Через час машинный отсек открыли. Богунов бросился туда с аварийной командой. Затухающее пламя удалось погасить. Сейчас мотористы приводят в порядок свое хозяйство после пожара…

Повреждений масса. Но нам удалось сохранить плавучесть, ход. Торпедные аппараты в порядке… Так что разговор еще далеко не окончен, пираты адмирала Редера!

Газиев только что отдал мне исписанный листок.

— Спрячь хорошенько, — сказал он. — Это для Ольги. Если что — передашь…

Я не стал спорить. Знаю, если останется жив Фахри, он то же самое сделает для меня — передаст этот дневник моей семье… Только кому? Где вы, мои родные? Что с вами сейчас?..

…Не забыть записать разговор с Шуховым, случившийся вчера, когда мы отлеживались на предельной глубине.

Мы с фельдшером обходили отсеки, перевязывали раны, раздавали сухой паек.

Бой боем, а аппетит у наших ребят не пропадает. Все, как волки, накинулись на галеты и консервы.

Шухов лежал на койке. У него был странный, отсутствующий взгляд.

— Константин Петрович! — тихо окликнул я.

Шухов не отозвался.

— Товарищ Шухов!

Он лежал неподвижно и смотрел как будто сквозь меня. Я тронул его за плечо. Слегка тряхнул.

— Костя!

Шухов встрепенулся. Взгляд его стал осмысленным. Но он тут же отвел глаза.

— Примите сухой паек! — с шутливой официальностью сказал я. — Подкрепляйтесь!

— Спасибо… — с трудом проговорил Шухов. — Я потом…

Он закрыл глаза. Я встревоженно присел на койку.

— Что с тобой?

— Ничего… Сейчас пройдет…

— Рана?

— Царапина… Пустое…

— Я позову фельдшера.

— Ни в коем случае.

Шухов с усилием поднялся, сел.

Постепенно менялось выражение его лица. Становилось привычно строгим, пожалуй, даже ожесточенным.

— Сорок лет назад, — криво усмехаясь, проговорил он, — на английских подводных лодках держали в клетках белых мышей… Когда у них портилось настроение, командир приказывал всплывать. Вот и я вроде белой мыши…

Шухов вынул из кармана пустой мундштук, засосал.

Я заглянул ему в глаза:

— В чем дело, Костя?

— Нервы… — Шухов снова усмехнулся.
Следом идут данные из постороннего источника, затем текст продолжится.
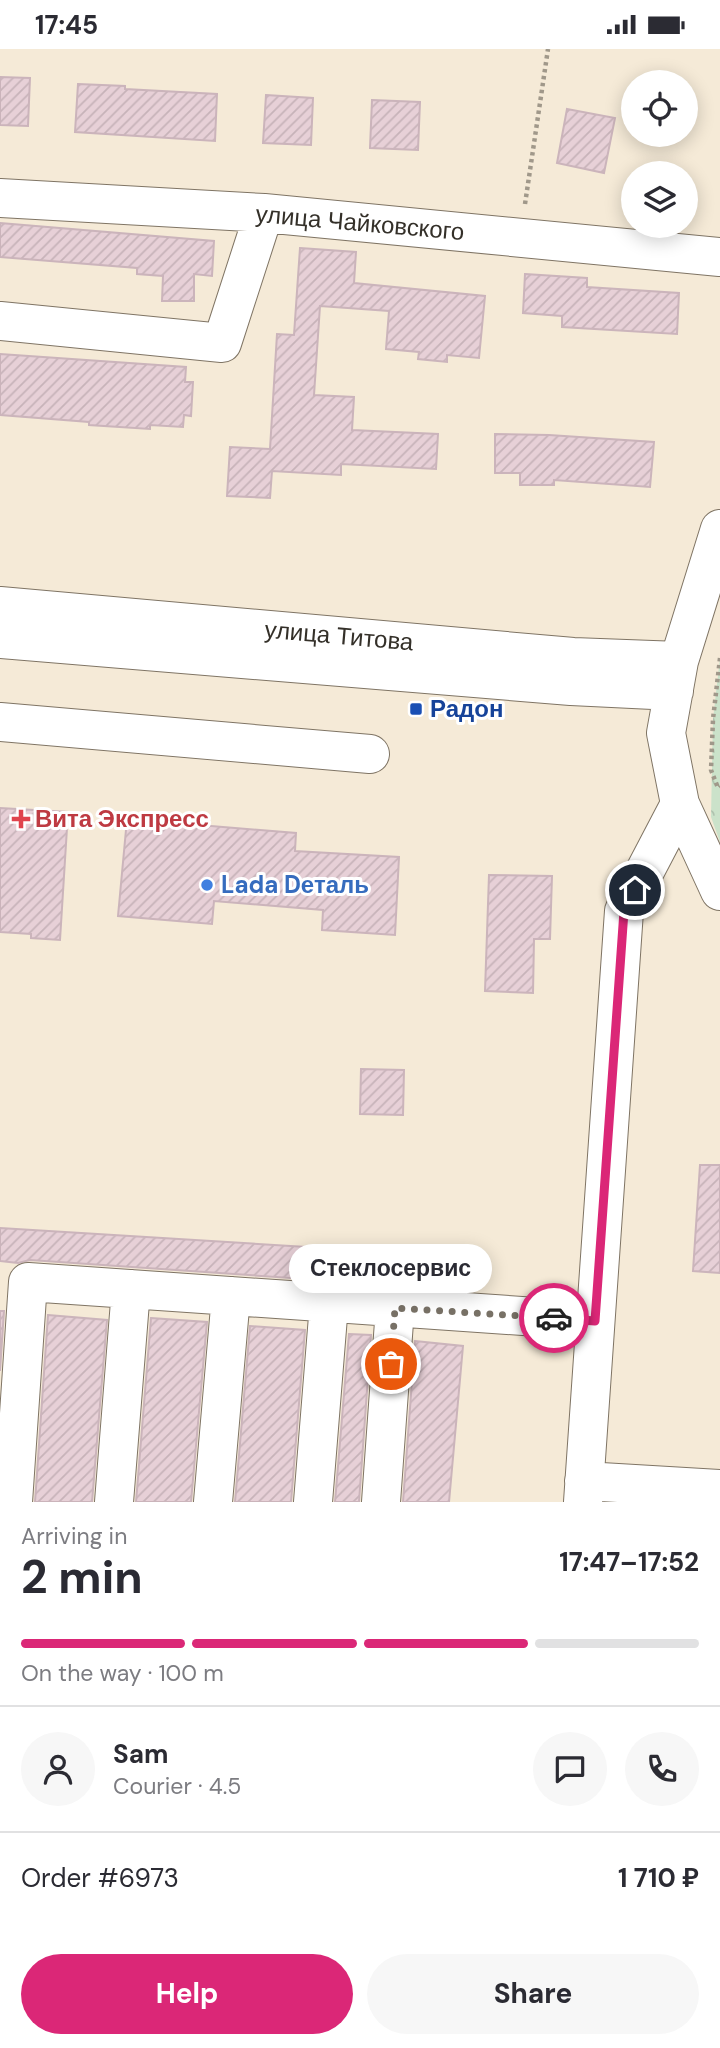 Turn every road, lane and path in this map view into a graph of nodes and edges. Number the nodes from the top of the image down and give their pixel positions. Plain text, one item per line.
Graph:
1 (548, 49) edge
2 (0, 198) edge
3 (264, 213) junction
4 (519, 238) junction
5 (720, 257) edge
6 (0, 321) edge
7 (720, 529) edge
8 (0, 606) edge
9 (0, 639) edge
10 (720, 658) edge
11 (677, 676) junction
12 (0, 722) edge
13 (370, 754) dead end
14 (720, 786) edge
15 (680, 804) junction
16 (720, 891) edge
17 (131, 1289) junction
18 (230, 1296) junction
19 (330, 1304) junction
20 (395, 1308) junction
21 (595, 1321) junction
22 (720, 1489) edge
23 (583, 1491) edge
24 (13, 1502) edge
25 (114, 1502) edge
26 (213, 1502) edge
27 (313, 1502) edge
28 (381, 1502) edge

1 - 4 path
2 - 3 street, улица Чайковского
3 - 4 street, улица Чайковского
3 - 6 street
4 - 5 street, улица Чайковского
7 - 11 street
8 - 11 street, улица Титова
9 - 11 street, улица Титова
10 - 14 path
11 - 15 street
12 - 13 street
15 - 16 street
15 - 21 street
17 - 18 street
17 - 24 street
17 - 25 street
18 - 19 street
18 - 26 street
19 - 20 street
19 - 27 street
20 - 21 street
20 - 28 street
21 - 23 street
22 - 23 street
Пододвинулся вплотную ко мне и, не отводя взгляда, еле слышно произнес: — Ты никогда не тонул в подлодке, Сергей?

Я невольно вздрогнул. Мне приходилось слышать об этом и раньше. О тяжелых психических нарушениях у подводников, переживших аварии. Часы, проведенные на дне моря в ожидании конца, не проходят даром. Некоторые после этого вообще никогда не смеют опуститься даже на самую малую глубину.

Я знал отличного парня, командира-подводника, храброго до отчаянности, совершавшего самые дерзкие походы… Однажды его лодка легла на дно на рейде, возле самого причала. Ее удалось поднять с помощью водолазов и плавучего крана. Люди остались живы. Но они пробыли на дне десять часов. Мой приятель был вынужден списаться из подводного флота, перейти на берег…

Я понял, что испытывал бывший командир «Щ-612» во время похода. Какую надо было иметь силу воли, чтобы ни разу не выдать себя.

Когда я возвращался из кормовых отсеков, Шухова на койке уже не было. Я нашел его в центральном отсеке. Он спокойно стоял у горизонтальных рулей. Никто бы не мог даже подумать, что с ним было всего несколько минут назад…

…Туман рассеивается. Открылись просветы неба. Сигнальщики обеспокоенно оглядывают горизонт. Газиев стоит на корме. Там у рулей в ледяной воде возятся двое матросов в легководолазных костюмах.

— Воздух! — кричит сигнальщик.

Появились самолеты. Они ищут нас.

Быстро подымаются на борт водолазы. Последний глоток свежего воздуха… Срочное погружение…

39
Радиограмма командира гитлеровской противолодочной эскадры на базу в Стангер-фьорд

Противник оказывает отчаянное сопротивление. Кроме погибшего в первый день эсминца, торпедировано сторожевое судно… Глубинными бомбами уничтожены по крайней мере две субмарины противника.